■ **To do**
Only the total should be returned: the number of lines in the data that hold the string "const".

Saved data entries
────

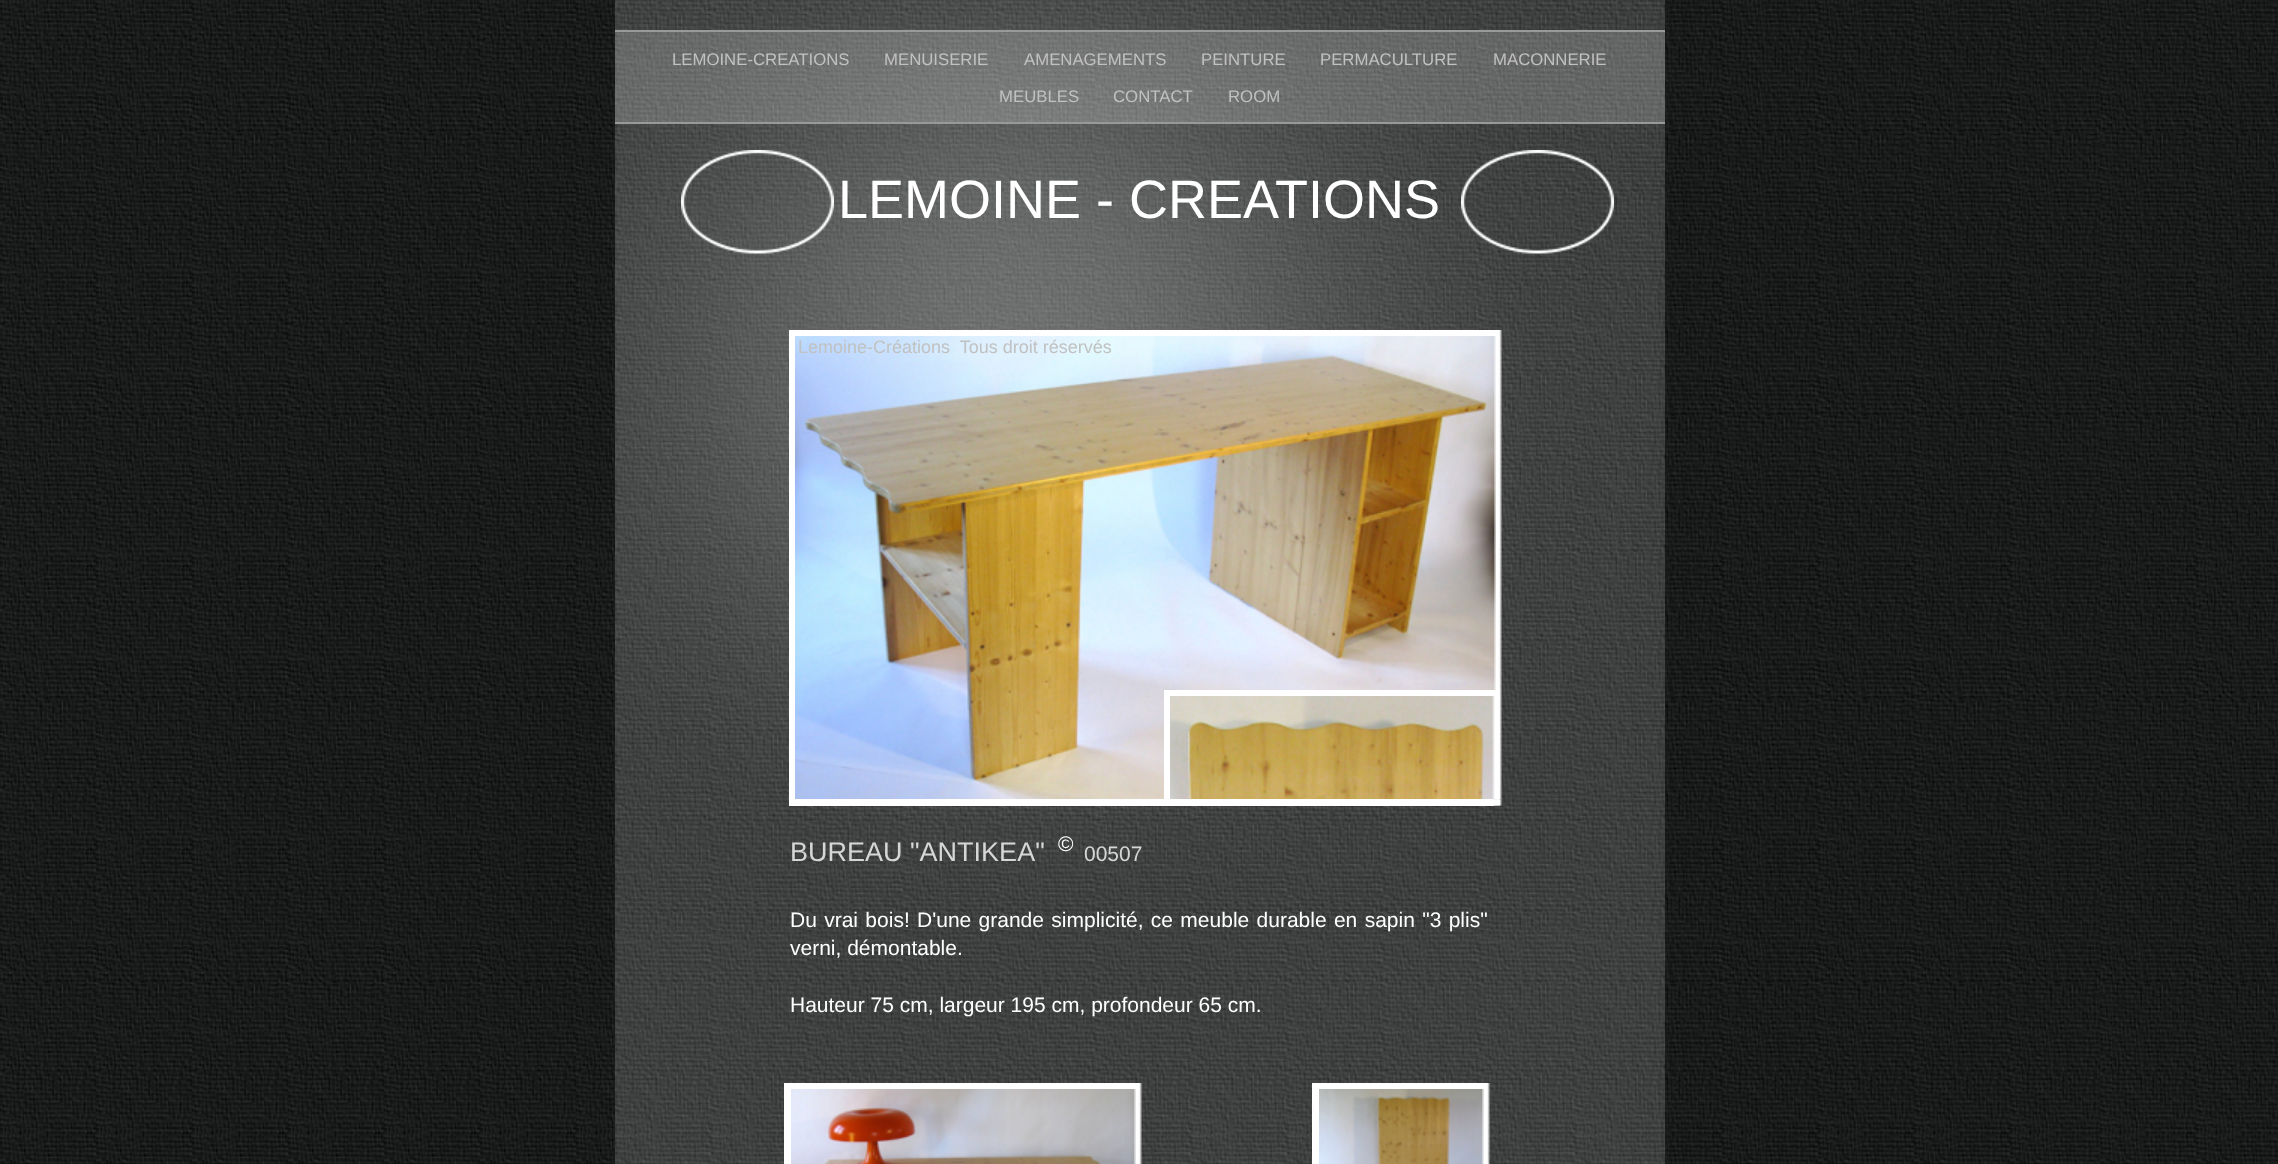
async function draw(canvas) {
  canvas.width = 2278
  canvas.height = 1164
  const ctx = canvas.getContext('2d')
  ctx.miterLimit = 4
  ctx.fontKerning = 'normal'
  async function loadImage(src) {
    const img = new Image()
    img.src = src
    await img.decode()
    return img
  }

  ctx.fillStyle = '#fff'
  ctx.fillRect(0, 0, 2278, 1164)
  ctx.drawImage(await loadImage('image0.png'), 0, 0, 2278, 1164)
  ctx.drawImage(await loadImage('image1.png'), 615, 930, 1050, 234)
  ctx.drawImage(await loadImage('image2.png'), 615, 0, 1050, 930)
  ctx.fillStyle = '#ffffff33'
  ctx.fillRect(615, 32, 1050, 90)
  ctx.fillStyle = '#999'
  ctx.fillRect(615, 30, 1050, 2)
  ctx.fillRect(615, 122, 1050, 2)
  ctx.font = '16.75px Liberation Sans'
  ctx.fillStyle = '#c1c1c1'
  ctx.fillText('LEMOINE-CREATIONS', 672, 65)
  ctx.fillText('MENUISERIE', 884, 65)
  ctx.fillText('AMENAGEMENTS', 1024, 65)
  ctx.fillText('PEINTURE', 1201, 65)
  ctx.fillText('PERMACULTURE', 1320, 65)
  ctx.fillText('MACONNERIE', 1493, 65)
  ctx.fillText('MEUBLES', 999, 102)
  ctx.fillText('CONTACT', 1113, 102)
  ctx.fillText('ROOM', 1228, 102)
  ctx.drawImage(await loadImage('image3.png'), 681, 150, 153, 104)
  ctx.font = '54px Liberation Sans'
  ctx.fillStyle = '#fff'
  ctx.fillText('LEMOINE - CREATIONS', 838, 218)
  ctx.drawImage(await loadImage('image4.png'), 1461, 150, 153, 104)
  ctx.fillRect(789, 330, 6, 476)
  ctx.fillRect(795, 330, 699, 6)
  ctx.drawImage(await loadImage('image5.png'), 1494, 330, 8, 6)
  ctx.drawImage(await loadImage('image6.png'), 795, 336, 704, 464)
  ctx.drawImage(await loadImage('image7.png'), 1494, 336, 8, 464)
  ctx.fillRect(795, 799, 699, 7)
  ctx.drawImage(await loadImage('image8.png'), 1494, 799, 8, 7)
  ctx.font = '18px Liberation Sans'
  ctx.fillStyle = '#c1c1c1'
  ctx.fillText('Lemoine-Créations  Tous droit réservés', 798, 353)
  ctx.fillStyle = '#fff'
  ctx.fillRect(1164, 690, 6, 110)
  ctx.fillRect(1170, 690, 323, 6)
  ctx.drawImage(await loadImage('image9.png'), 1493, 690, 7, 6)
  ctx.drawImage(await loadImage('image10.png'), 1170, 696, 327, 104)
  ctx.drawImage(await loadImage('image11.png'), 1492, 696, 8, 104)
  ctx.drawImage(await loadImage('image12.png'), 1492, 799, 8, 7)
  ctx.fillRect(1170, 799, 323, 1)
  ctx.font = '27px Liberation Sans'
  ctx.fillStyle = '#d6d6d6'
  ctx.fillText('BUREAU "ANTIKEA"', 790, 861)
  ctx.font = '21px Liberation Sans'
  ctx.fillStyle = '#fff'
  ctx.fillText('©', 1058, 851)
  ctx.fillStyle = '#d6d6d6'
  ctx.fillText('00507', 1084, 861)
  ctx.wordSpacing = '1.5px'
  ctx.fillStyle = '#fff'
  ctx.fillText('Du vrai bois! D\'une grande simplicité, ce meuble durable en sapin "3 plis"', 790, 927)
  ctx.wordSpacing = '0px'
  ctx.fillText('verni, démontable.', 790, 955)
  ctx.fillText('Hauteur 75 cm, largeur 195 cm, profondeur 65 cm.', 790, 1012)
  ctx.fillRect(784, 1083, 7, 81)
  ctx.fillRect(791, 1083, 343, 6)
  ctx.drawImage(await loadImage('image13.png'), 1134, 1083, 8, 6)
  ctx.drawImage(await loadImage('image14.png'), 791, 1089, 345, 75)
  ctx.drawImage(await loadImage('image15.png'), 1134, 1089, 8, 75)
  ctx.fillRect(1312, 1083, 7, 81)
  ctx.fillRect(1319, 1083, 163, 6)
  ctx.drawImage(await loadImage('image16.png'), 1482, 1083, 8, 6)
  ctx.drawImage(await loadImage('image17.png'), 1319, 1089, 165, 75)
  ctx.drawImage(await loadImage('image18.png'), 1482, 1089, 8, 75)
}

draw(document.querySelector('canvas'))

────

■ **Output**
2